Directions for this task:
Go through the entries and count the lines with the string "nodes" in them. Give only that number.

Provided material:
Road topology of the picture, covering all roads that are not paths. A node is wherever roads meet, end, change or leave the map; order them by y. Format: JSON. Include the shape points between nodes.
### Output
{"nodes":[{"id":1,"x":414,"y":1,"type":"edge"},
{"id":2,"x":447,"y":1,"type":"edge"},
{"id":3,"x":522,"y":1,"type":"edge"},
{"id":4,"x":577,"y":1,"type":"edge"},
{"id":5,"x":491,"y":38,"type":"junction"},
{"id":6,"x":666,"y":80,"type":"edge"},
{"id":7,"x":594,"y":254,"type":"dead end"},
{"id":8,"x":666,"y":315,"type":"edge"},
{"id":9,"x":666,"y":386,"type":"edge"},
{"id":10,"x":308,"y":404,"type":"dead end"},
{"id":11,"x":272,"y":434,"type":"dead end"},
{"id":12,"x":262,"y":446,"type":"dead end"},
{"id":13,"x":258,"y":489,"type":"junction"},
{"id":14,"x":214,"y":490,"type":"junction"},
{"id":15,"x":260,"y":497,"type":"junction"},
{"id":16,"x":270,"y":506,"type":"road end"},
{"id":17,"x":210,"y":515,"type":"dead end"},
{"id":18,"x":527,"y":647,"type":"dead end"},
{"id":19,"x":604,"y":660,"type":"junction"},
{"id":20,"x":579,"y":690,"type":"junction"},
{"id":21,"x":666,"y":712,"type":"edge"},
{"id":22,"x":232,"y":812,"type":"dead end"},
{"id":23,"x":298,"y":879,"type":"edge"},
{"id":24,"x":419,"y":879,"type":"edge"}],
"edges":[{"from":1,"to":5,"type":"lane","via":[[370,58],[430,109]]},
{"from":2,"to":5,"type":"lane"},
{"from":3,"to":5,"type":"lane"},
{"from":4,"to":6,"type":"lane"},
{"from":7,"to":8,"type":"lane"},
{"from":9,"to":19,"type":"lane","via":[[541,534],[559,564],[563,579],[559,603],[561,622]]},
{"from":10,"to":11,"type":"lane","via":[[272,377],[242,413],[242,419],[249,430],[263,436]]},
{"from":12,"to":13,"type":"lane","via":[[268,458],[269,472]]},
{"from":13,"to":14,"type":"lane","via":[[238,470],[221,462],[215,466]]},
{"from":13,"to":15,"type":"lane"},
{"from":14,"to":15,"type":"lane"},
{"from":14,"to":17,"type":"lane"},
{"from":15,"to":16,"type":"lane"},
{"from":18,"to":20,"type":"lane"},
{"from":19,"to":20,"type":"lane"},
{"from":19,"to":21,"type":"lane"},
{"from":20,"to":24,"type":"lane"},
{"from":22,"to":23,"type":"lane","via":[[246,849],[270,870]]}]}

Response to the exercise:
2